Are your internal communications values-driven?

Elizabeth Toledo

Elizabeth Toledo, President of Camino Group and former Vice President of Communications at Planned Parenthood, is a crisis communications expert.

She discusses the biggest internal communications challenges she’s seen and how strong values alignment can help nonprofits communicate more effectively internally and externally, especially about social issues and controversial topics. Plus, she shares recommendations for nonprofits looking to advance diversity, equity, and inclusion in the workplace.

Transcript

Sarah Durham: Welcome to the Smart Communications Podcast. I’m your host, Sarah Durham. I’m joined today by Elizabeth Toledo. Hi, Elizabeth.

Elizabeth Toledo: Hi Sarah.

Sarah Durham: Elizabeth is the President of The Camino Group, an award-winning strategic communications firm that specializes in controversy and social issues. She’s the former Vice President of Communications for Planned Parenthood and has an MBA from MIT and a certificate in risk communication from the Harvard School of Public Health.

Elizabeth has been a regular voice in the media for decades, addressing pressing issues such as sexual harassment and women’s health on top media outlets including NPR and CNN.

Recent awards for her firm include Crisis Agency of the Year, Best Small Agency for Corporate Good Works, Diversity Communications, and Campaigns on a Shoestring. You can find her firm at Caminopr.com.

I’m really excited you’re here today, Elizabeth, because we are both, I think, passionate about the importance of internal communications. Why are you passionate about it? What is your take on it given your world view?

Elizabeth Toledo: Well, I’ve always been passionate about trying to apply communications to controversial issues and to really important social issues that are somewhat hard to solve. In my experience working in this arena, internal communications are really the scaffolding for being successful with external communications when you are dealing with tough issues. Often when you’re not dealing with tough issues, it matters. But in particular with technology and just the way communications has advanced, we love to start working with our clients on internal communications first and then move to external.

Sarah Durham: If you’re not communicating well internally, you’re probably not communicating well externally, do you agree?

Elizabeth Toledo: Exactly. Those firms that somehow are pulling that off, those organizations, nonprofits, for profits, sometimes they can pull it off. Eventually, they’re going to skid into a crisis.

Sarah Durham: Well, a lot of the organizations you work with and you’ve worked in-house at are advocacy organizations dealing with issues that are under serious political fire. They’re working in an almost war-like climate. Are the stakes higher for those organizations and how do you start to get your internal alignment and your internal messaging organized in that environment?
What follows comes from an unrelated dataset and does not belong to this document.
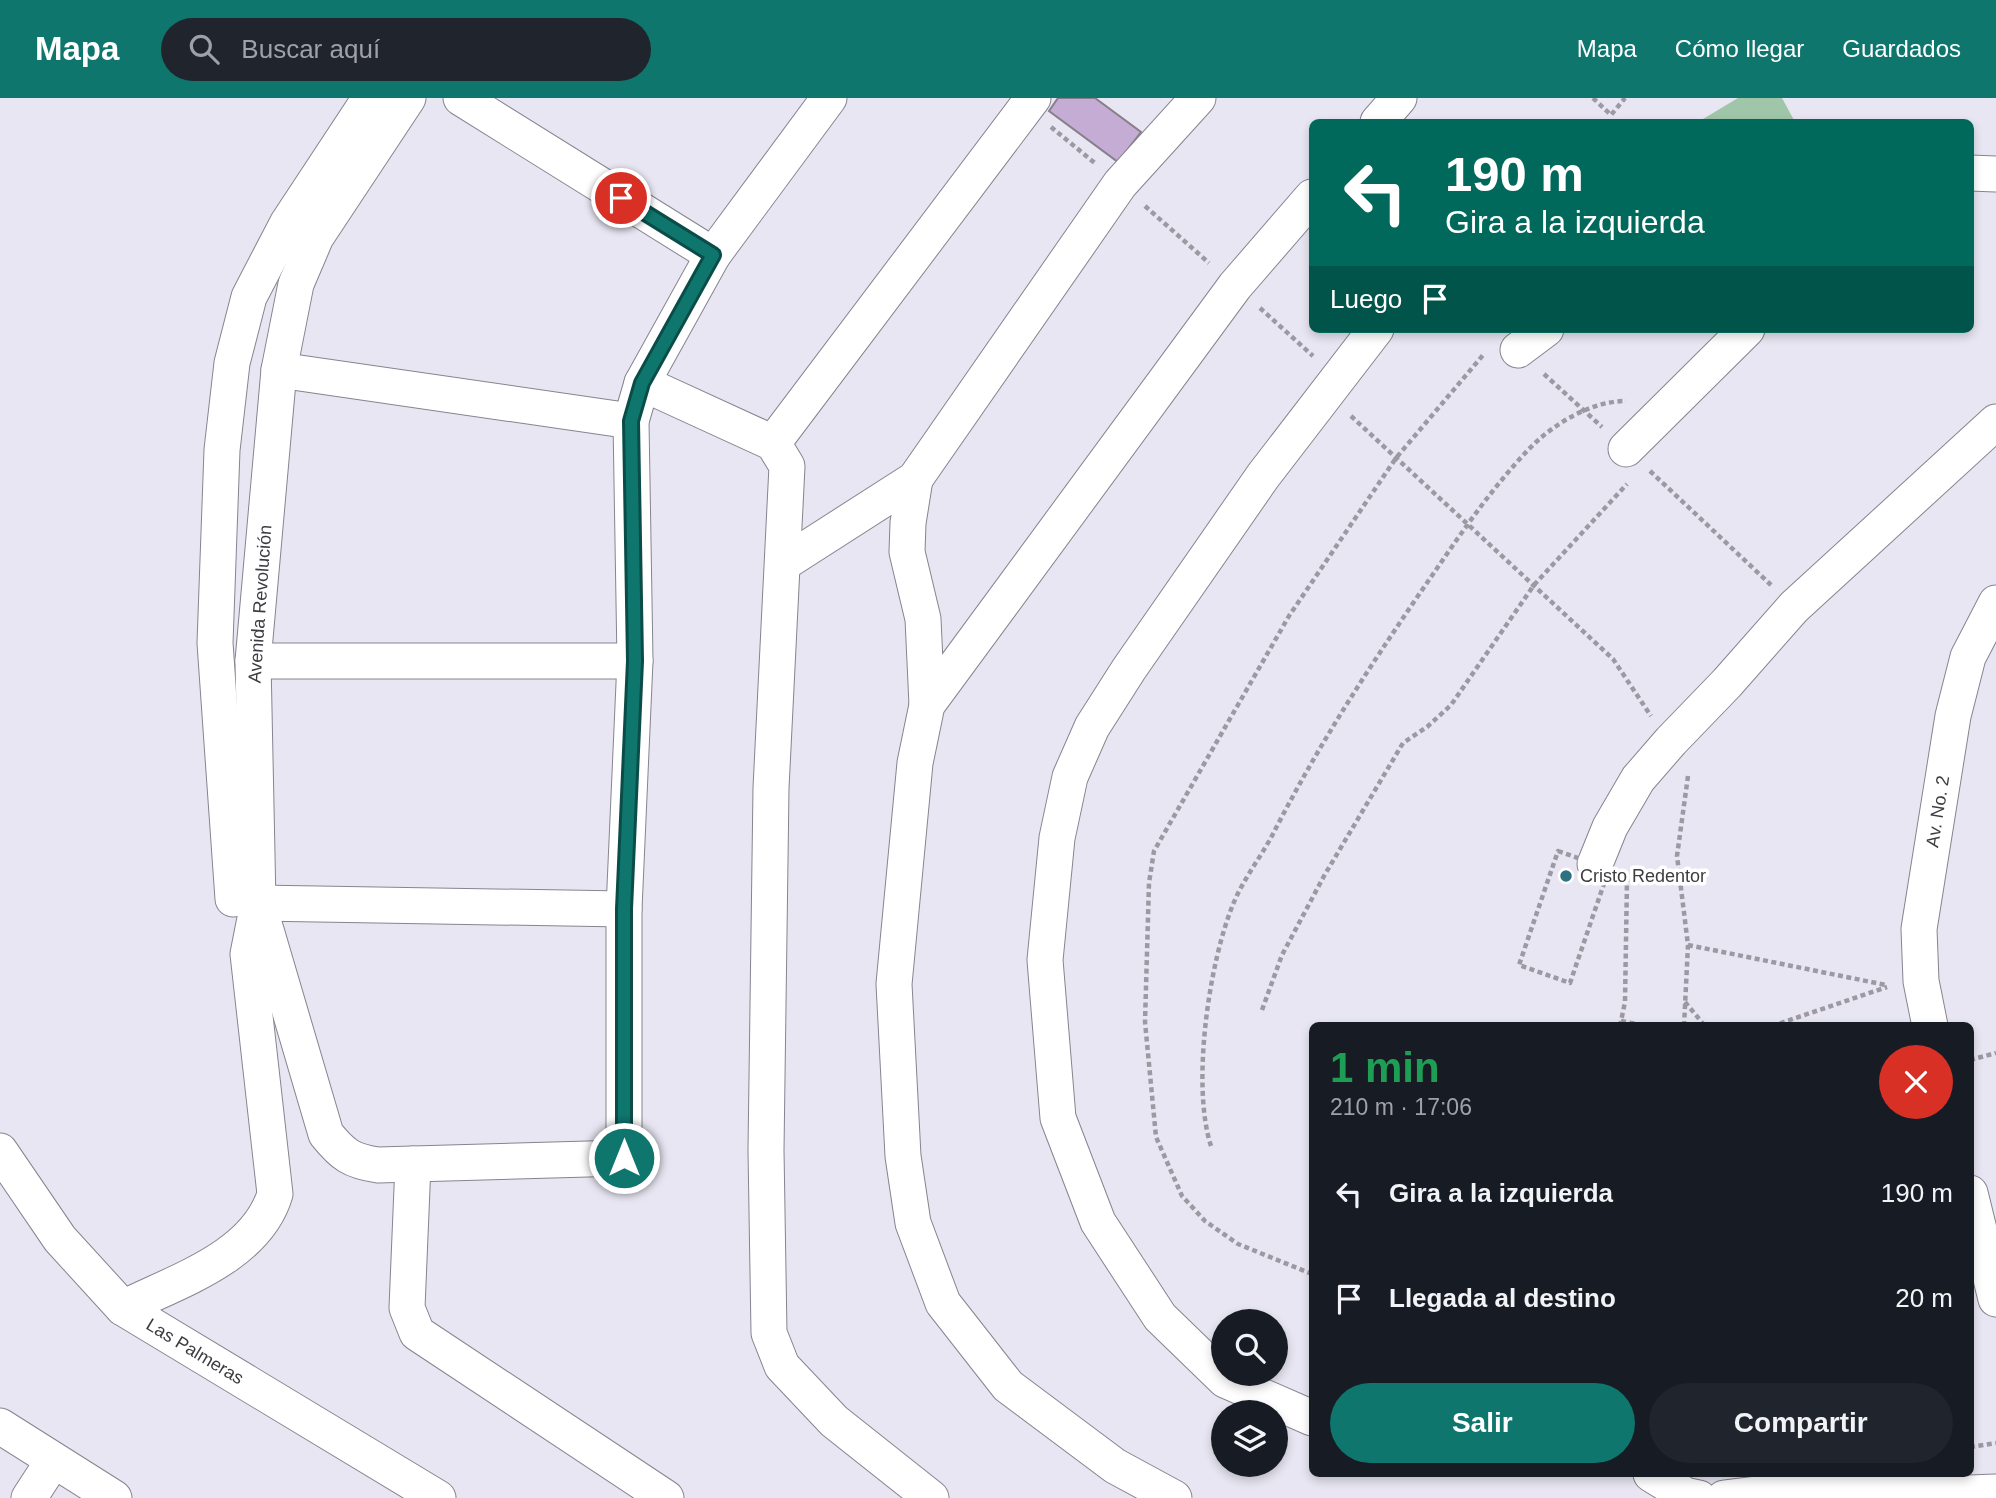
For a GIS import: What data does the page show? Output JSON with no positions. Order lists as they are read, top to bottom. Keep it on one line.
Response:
{"streets":{"street":["Avenida Revolución","Av. No. 2","Las Palmeras"]},"places":["Cristo Redentor"],"page":{"header":"Mapa","search":"Buscar aquí","nav":["Mapa","Cómo llegar","Guardados"],"turn":["190 m","Gira a la izquierda"],"then":"Luego","heading":["1 min","210 m · 17:06"],"list":[{"name":"Gira a la izquierda","value":"190 m"},{"name":"Llegada al destino","value":"20 m"}],"buttons":["Salir","Compartir"]}}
Elizabeth Toledo: I think you hit on a really important. It’s those organizations that are the most values-driven and in some cases, those organizations that are really embracing some of these internal challenges the most aggressively—they are often under the most pressure to get it right. The people who trust them, believe in their work, love their brand that they’re building, those people have a higher level of expectation for those values-driven firms.
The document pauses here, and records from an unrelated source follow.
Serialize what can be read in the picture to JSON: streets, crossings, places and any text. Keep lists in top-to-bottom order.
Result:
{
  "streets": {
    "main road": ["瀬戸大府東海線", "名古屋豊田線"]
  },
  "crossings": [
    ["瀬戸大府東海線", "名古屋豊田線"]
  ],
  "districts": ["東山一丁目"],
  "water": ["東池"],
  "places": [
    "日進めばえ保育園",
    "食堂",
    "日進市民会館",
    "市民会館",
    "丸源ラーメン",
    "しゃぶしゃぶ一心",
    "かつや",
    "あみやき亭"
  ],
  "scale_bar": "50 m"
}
It’s extremely important for those firms to think about how much strength or risk they have in a whole range of internal communications matters when they’re thinking about where to invest their resources, how strong their brand is, what campaigns are likely to be successful or not successful ties very much into that internal landscape.

Sarah Durham: You at the Camino Group do a lot of work helping your clients get better at internal communications. What kind of internal communications do you see as the biggest challenges for organizations?

Elizabeth Toledo: Well, one thing that has shifted that a lot of people haven’t noticed is the need to do message training for people beyond your spokespersons. It used to be a decade ago, we would go in, we would find the one or two spokespersons, and we would do some pretty intense message training. Now you need to have message competency at every level of the firm and that’s both in the way that people personally communicate, the way they vocalize their work and their opinions, but also the way that they are communicating on social media and a whole lot of other channels.

When we work with organizations on strengthening their internal communications, we often start with training and coaching and then we start with this concept of leading with your values so that when you’re talking about your work, whether it’s internally or externally, you’re not just talking about a particular subject area, you’re talking about why you’re interested in that subject area. What the point of you working in that arena? That helps everybody understand the context of your work.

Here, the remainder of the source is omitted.